**What the task requires**
Check each line of the entries. Copy the ones that contain the string "kaido".

**Collected data**

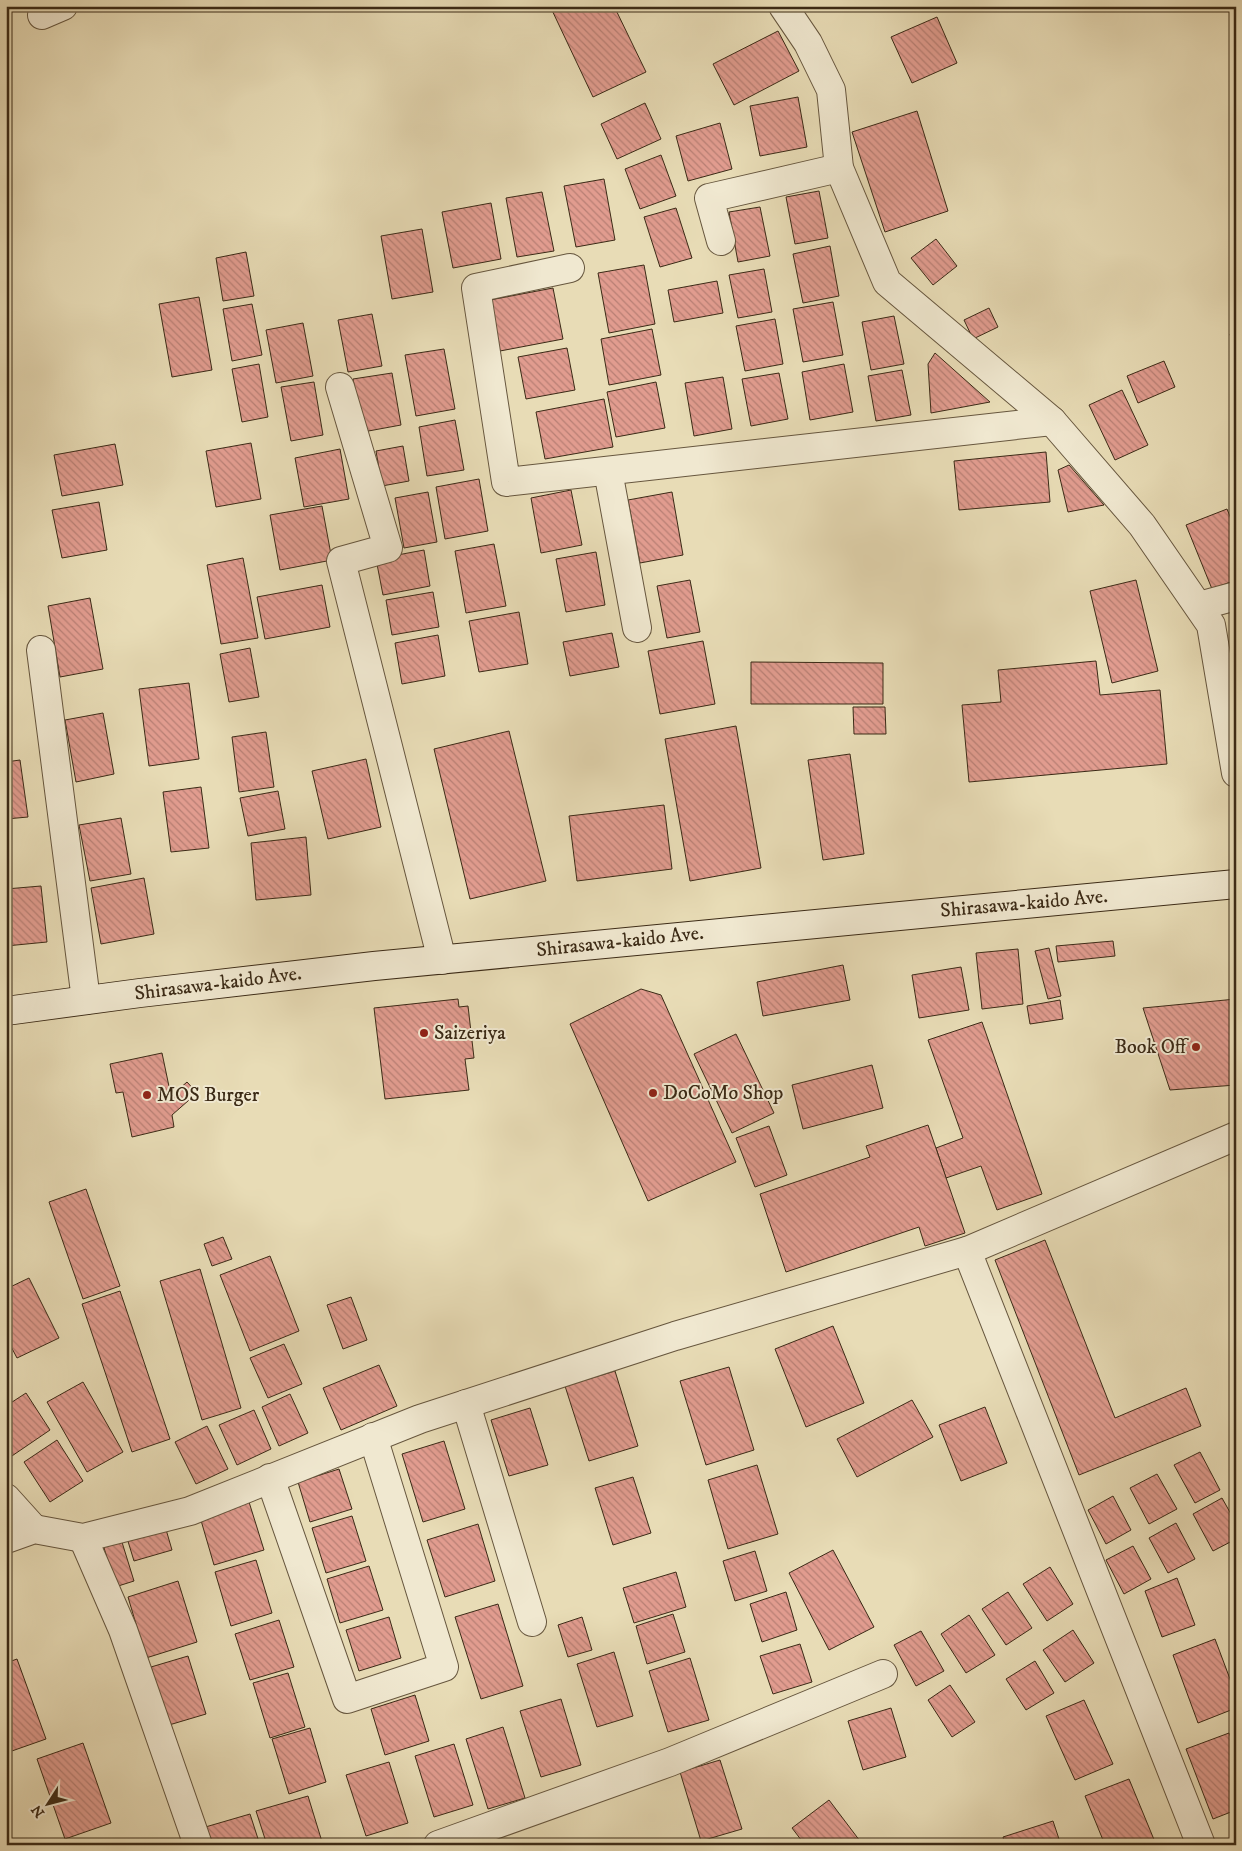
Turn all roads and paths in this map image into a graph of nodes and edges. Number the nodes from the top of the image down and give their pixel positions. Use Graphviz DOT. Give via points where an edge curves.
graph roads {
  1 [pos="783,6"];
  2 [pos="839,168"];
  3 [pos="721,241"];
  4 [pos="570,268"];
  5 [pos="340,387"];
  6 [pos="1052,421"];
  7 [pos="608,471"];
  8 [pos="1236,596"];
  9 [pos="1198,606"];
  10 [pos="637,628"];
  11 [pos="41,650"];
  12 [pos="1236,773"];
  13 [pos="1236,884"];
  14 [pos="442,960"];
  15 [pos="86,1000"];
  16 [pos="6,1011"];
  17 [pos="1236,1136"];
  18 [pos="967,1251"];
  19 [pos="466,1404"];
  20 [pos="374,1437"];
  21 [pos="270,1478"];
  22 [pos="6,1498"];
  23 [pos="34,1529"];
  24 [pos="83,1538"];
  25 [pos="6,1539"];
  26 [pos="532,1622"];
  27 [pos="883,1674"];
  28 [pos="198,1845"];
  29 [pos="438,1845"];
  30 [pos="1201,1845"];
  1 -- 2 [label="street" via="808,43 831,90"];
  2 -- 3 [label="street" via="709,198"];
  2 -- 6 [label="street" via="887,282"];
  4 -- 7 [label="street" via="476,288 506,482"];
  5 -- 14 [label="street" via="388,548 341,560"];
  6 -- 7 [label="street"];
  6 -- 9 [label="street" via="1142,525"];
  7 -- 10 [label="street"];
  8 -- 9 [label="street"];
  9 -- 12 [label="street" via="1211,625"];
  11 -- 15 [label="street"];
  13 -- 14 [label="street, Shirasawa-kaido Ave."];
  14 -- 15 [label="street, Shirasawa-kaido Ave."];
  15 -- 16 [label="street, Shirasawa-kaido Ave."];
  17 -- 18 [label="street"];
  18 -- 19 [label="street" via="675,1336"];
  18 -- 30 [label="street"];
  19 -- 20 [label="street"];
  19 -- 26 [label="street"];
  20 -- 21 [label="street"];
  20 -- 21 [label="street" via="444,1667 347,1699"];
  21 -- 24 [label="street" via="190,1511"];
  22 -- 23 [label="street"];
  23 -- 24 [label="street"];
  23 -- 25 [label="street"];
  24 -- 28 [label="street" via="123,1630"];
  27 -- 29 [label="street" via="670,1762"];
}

**Written solution**
  13 -- 14 [label="street, Shirasawa-kaido Ave."];
  14 -- 15 [label="street, Shirasawa-kaido Ave."];
  15 -- 16 [label="street, Shirasawa-kaido Ave."];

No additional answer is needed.